En aquella pieza que era mi habitación, en cuya pared colgaba de punta a punta una bandera celeste y blanca, yo descubrí que quería ser escritor. En realidad que necesitaba escribir para soportar, para ser feliz, para vivir. Leí a Camus, Kafka, Octavio Paz, Borges, Ibsen, García Marquez, Lorca, y otros tantos. Escribí centenares de poemas en inglés o castellano de los cuales desafortunadamente no que queda ninguno pero recuerdo que el más famoso se llamó “Eating a cheeseburguer”.

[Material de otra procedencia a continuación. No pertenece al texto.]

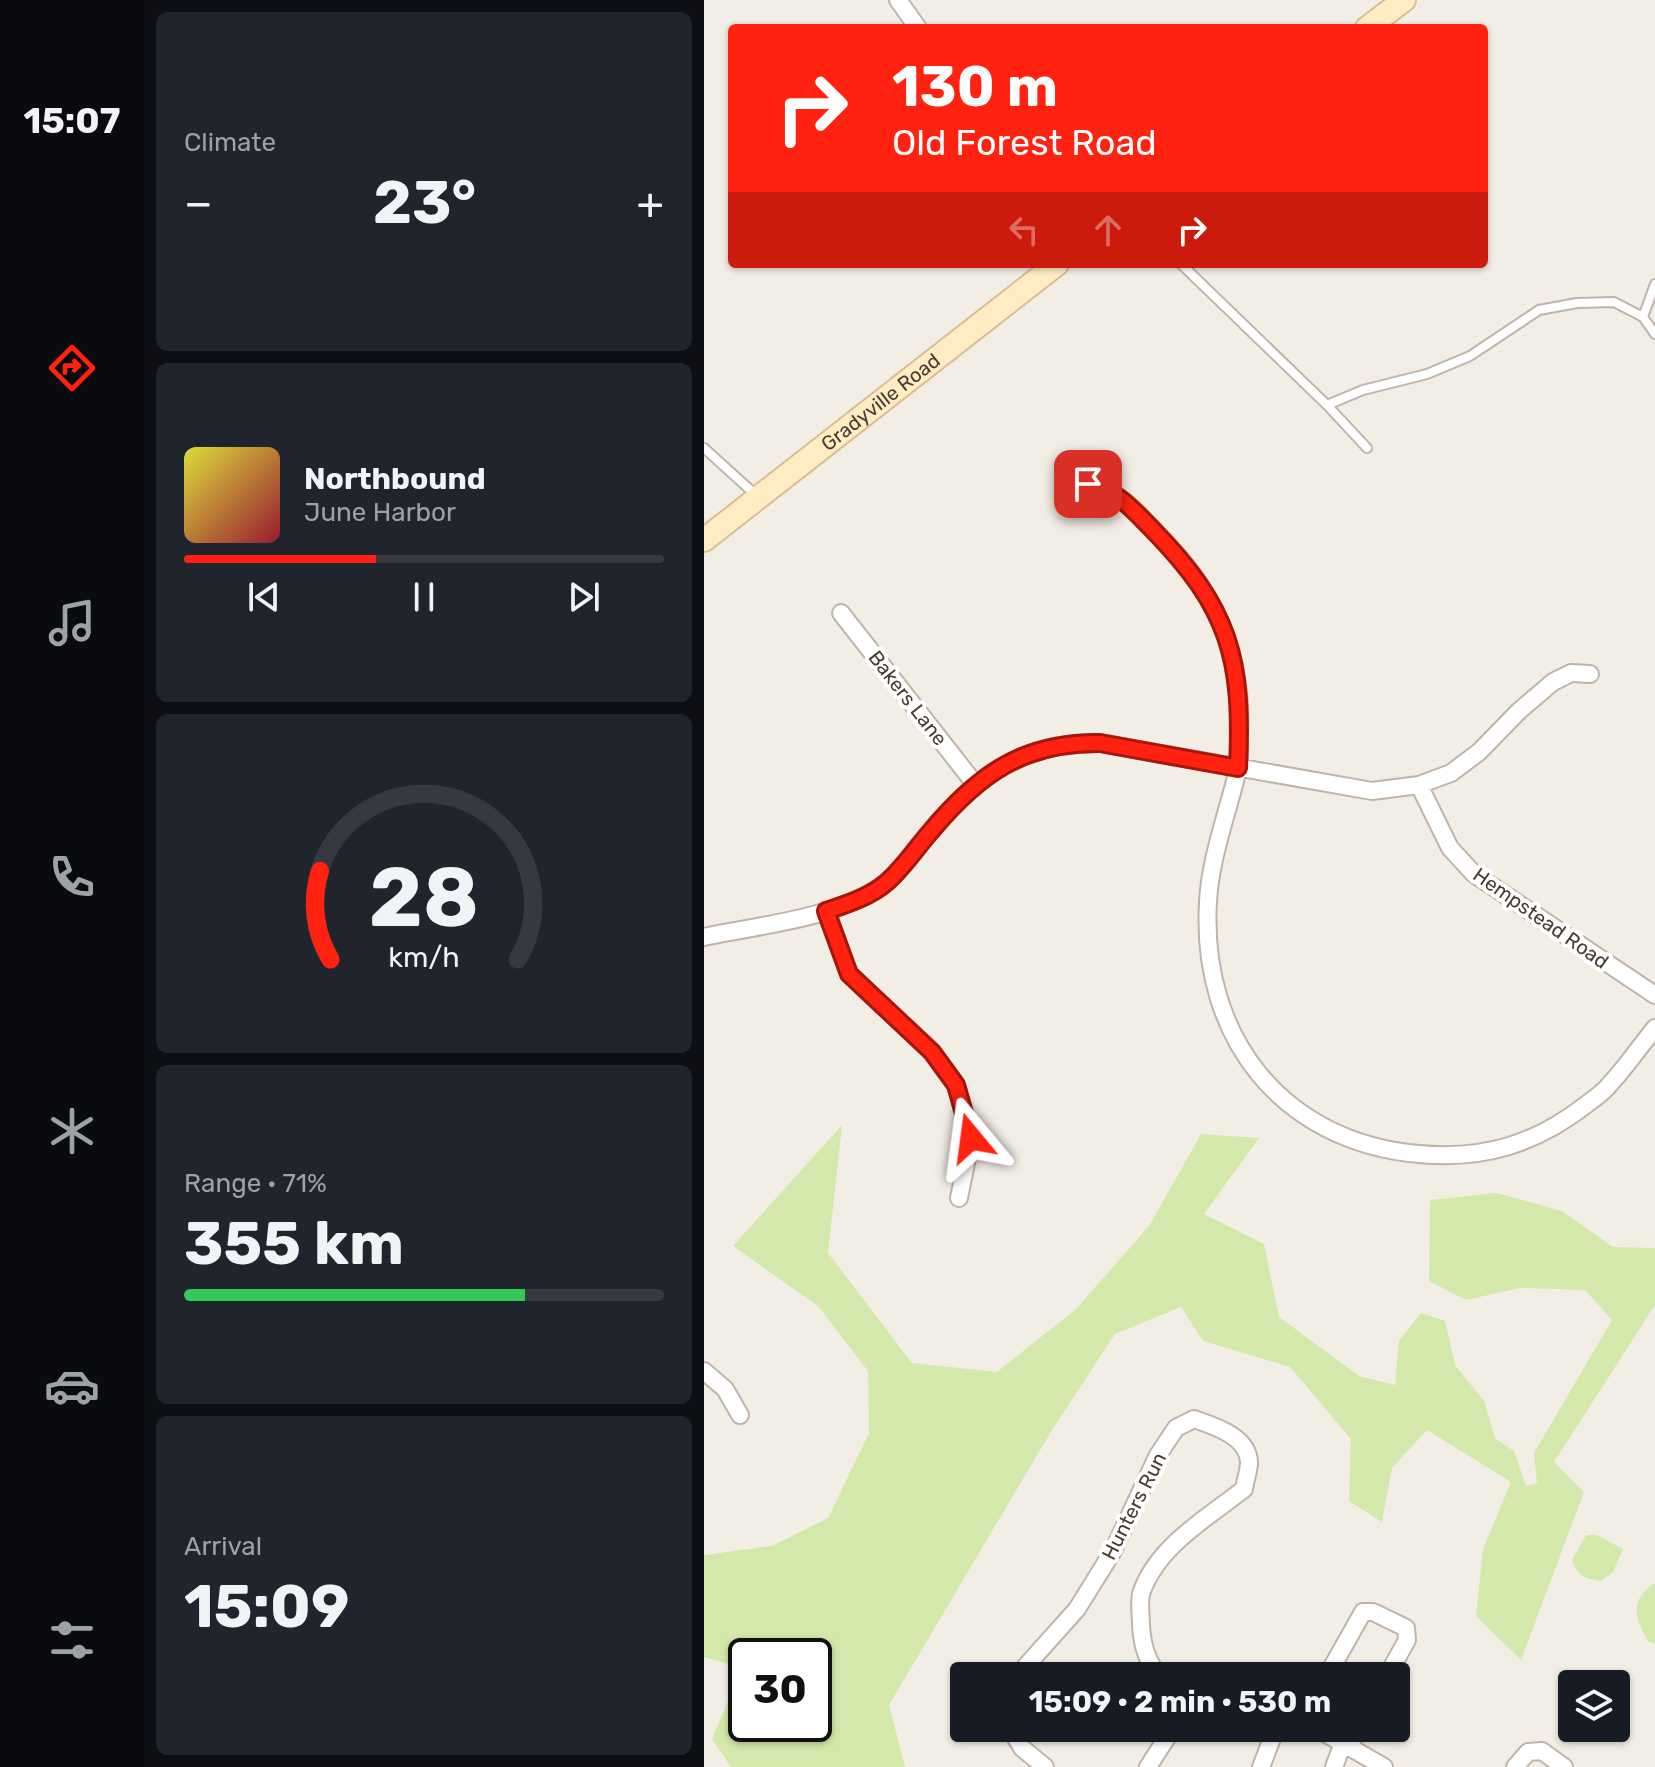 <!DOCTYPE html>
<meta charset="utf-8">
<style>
body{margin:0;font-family:Rubik,sans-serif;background:#20242c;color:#f1f3f6;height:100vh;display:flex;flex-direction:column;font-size:30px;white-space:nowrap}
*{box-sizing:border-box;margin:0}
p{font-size:26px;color:#9ea1a6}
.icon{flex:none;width:44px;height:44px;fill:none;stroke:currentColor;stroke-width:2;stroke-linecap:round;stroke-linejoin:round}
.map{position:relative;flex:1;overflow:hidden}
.drawer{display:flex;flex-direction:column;gap:12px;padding:12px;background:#0d0f14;width:560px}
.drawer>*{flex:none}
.hud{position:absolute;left:24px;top:24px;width:760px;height:244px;border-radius:8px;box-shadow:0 2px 6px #0004;background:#ff2210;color:#fff;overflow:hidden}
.tools{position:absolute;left:854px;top:1670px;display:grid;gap:16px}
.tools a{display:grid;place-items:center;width:72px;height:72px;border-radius:8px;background:#171b24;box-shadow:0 2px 6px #0004;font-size:40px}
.speed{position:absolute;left:24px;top:1638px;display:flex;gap:16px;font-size:40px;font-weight:700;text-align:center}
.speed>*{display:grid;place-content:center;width:104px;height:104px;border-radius:50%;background:#171b24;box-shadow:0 2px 6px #0004;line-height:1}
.speed .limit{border:4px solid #111;border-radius:12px;background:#fff;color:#111}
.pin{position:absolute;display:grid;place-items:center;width:68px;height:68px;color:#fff;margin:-34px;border-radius:16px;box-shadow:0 4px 12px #0006}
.me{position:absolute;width:88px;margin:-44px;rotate:344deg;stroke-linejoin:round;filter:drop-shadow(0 0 6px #0008)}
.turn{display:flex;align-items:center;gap:28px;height:168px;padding:0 32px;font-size:36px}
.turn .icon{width:104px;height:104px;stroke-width:2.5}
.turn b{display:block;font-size:56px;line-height:68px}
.lanes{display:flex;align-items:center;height:76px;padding:0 32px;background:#0003;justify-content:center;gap:40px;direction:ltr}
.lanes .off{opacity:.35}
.big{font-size:60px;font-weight:700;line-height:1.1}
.drawer .widget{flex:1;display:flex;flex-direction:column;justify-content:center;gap:12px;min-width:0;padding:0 28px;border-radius:12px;background:#20242c}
.drawer .dial{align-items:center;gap:0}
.dial svg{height:208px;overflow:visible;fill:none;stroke:#363941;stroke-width:7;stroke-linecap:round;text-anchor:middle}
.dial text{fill:#f1f3f6;stroke:none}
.song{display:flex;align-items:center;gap:24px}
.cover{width:96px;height:96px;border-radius:12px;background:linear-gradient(135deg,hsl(60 70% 55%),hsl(350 70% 35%))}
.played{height:8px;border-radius:4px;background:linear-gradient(90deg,#ff2210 40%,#363941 40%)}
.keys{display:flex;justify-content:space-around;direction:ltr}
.heat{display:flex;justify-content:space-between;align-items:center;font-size:44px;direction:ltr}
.charge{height:12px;border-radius:6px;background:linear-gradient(90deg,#34c759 71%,#363941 0)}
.trip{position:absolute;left:246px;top:1662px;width:460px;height:80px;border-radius:8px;background:#171b24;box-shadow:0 2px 6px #0004;font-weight:700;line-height:80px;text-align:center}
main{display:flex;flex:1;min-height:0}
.tabs{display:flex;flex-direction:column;width:144px;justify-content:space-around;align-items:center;background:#090b0e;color:#9ea1a6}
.tabs .icon{width:56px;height:56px}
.tabs .current{color:#ff2210}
.tabs b{font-size:36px;color:#f1f3f6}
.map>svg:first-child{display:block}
.green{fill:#d2e9ab;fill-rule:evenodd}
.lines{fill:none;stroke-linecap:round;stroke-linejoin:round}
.lane-casing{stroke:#bfb5a7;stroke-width:12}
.street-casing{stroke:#bfb5a7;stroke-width:20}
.secondary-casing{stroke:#d6bf92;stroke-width:26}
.lane{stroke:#fff;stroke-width:8}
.street{stroke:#fff;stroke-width:16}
.secondary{stroke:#ffecc3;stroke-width:22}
.route-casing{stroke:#a6160a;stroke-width:20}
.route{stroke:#ff2210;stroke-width:14}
.labels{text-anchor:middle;stroke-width:8;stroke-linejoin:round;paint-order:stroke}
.street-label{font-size:20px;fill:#463d34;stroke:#fff}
</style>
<main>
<nav class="tabs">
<b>15:07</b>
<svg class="icon current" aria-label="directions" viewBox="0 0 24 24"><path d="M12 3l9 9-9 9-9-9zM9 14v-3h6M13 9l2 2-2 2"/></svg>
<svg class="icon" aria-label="music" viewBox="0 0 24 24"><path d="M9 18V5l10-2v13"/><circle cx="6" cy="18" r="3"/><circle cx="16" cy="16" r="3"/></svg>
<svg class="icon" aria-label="phone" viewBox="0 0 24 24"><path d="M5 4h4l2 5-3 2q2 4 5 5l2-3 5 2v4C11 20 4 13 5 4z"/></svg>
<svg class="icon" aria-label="climate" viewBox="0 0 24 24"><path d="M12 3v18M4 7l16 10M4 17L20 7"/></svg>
<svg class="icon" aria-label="car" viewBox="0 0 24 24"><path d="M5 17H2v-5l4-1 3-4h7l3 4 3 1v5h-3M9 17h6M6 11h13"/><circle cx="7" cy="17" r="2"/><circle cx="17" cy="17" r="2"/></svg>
<svg class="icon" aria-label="filters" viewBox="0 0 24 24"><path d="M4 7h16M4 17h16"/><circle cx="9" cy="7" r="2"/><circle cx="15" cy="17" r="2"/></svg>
</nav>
<section class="drawer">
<div class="widget"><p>Climate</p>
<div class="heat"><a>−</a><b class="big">23°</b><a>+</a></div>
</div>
<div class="widget">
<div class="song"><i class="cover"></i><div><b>Northbound</b><p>June Harbor</p></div></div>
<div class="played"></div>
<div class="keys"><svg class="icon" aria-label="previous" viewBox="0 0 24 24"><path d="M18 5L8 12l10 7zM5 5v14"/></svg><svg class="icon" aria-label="pause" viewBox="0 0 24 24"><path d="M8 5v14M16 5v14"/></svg><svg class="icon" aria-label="next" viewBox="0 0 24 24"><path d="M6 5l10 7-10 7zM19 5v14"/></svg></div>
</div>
<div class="widget dial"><svg viewBox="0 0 100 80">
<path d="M14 69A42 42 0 1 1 86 69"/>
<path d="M14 69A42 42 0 0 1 10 35" stroke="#ff2210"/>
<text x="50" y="56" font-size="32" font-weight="700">28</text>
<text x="50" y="72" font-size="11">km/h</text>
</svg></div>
<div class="widget"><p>Range · 71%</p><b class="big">355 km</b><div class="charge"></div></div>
<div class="widget"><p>Arrival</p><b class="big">15:09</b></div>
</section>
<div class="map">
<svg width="951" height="1767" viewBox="0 0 951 1767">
<rect width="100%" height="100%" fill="#f3eee5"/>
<path class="green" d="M138 1125 124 1253 208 1363 293 1372 372 1309 445 1226 497 1134 555 1138 500 1214 560 1244 575 1317 655 1376 691 1385 695 1341 717 1313 741 1321 751 1365 780 1401 791 1438 810 1451 822 1486 833 1483 830 1453 908 1320 881 1290 816 1288 762 1300 725 1281 726 1200 793 1193 858 1211 909 1247 951 1248V1305L850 1462 880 1492 817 1660 772 1616 779 1549 807 1482 723 1430 688 1468 678 1522 645 1501 647 1439 586 1367 499 1341 477 1307 411 1334 348 1430 185 1705 201 1767H27L8 1739 38 1668 0 1657V1555L68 1546 124 1518 165 1433 164 1371 114 1306 29 1246ZM42 1656H110V1724H42Z
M882 1535H893L919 1549 909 1572 897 1581C882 1579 873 1576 868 1560Z
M951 1583V1644L944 1641C931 1619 925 1599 951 1583Z"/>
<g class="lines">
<defs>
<path id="lane" d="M477 264 623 405 663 448
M939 317 951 284
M623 405 659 390 723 374 766 356 835 310 873 303 910 302 939 317 951 334
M0 448 54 497"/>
<path id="street" d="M194 0 214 28
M384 484C419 491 440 521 464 545 516 600 539 661 535 737 535 748 536 761 533 773 523 815 506 859 504 902 496 1037 578 1142 715 1154 780 1160 832 1144 883 1104 891 1098 900 1092 906 1084 922 1067 936 1046 951 1028
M137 613 271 784
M715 785 746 848 770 874 951 995
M122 911 145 974 228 1052 252 1085 267 1138 255 1198
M0 937C56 925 128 919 176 887 194 875 207 854 221 838 271 778 314 742 396 743L668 791 715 785 747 773 775 752 815 711 849 682 867 673 886 674
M0 1371 21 1389 36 1415
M313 1676 373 1609 409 1551 454 1455 472 1428 490 1419C510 1426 544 1436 545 1462 545 1471 541 1481 540 1489 503 1518 452 1547 437 1594 435 1603 437 1616 437 1625 438 1644 443 1663 456 1676
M623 1676 659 1612H669L702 1628 703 1640 683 1676
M306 1728 318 1748 341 1767
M612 1728 680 1767
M645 1746 655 1728
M444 1767 469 1728
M557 1767 572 1728
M630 1767 639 1743
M811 1767 824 1752 838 1751 860 1767"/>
<g id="secondary">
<path d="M663 28 700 0"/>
<path id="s1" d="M0 540 353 264"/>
</g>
</defs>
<use href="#lane" class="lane-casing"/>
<use href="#street" class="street-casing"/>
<use href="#secondary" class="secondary-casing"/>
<use href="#lane" class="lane"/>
<use href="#street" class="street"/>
<use href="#secondary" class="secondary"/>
</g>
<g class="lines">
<defs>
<path id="route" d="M267 1138 252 1085 228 1052 145 974 122 911C143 904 166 897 183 882 200 867 213 847 228 830 275 774 320 742 396 743L534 768C539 658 526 609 448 529 428 509 413 490 384 484"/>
</defs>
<use href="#route" class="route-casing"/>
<use href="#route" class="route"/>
</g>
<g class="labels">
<g class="street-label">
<text dy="7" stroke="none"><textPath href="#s1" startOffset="224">Gradyville Road</textPath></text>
<text transform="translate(204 698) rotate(52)" y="7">Bakers Lane</text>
<text transform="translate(837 918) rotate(35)" y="7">Hempstead Road</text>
<text transform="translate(430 1506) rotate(-63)" y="7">Hunters Run</text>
</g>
</g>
</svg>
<div class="tools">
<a><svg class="icon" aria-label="layers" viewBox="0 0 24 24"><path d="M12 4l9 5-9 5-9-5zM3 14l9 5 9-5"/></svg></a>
</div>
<div class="speed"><div class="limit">30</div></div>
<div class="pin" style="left:384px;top:484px;background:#d93025"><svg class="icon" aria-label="arrive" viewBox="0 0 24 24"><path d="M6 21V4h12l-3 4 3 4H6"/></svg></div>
<svg class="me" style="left:267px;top:1138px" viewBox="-20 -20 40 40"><path d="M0-17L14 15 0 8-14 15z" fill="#ff2210" stroke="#fff" stroke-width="4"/></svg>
<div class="trip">15:09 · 2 min · 530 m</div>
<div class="hud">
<div class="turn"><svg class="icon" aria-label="right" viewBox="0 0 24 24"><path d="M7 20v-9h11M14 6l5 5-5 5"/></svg><div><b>130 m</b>Old Forest Road</div></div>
<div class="lanes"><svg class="icon off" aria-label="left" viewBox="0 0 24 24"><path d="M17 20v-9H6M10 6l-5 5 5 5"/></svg><svg class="icon off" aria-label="ahead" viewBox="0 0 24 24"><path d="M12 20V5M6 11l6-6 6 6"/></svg><svg class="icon" aria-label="right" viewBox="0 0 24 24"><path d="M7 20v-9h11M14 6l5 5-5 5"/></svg></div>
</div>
</div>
</main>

Volví a la Argentina del 97, donde ya eran casi inocultables los estragos del neoliberalismo y adonde yo caí de punta como un marciano, después de haber vivido dos años en un paraíso, una burbuja internacional. Mucha gente me preguntó si haber estudiado en los Estados Unidos me sirvió para hacer plata. La verdad es que no. Pero llegando a los 40 años me doy cuenta que la vida es vivir para contarla y que de aquella experiencia me quedaron mil historias y muchísimos amigos. Me fui queriendo ser Einstein o Maradona, volví queriendo ser Edgar Allan Poe o Jack London y soy un híbrido escritor rosarino que juega en la cuarta división de la literatura nacional.
Pero no me doy por vencido, todavía sigo sin aceptar “el NO todo” Lacaniano y lo voy a seguir intentando “hasta que la muerte nos detenga”, como decía Ernesto Hemingway, o bien, “hasta la victoria, siempre” como decía otro Ernesto, el Ernesto “Che” Guevara. Nos veremos en la luna, me dijo un compañero chileno el último día del colegio de New México, a punto de subir al avión de vuelta a casa.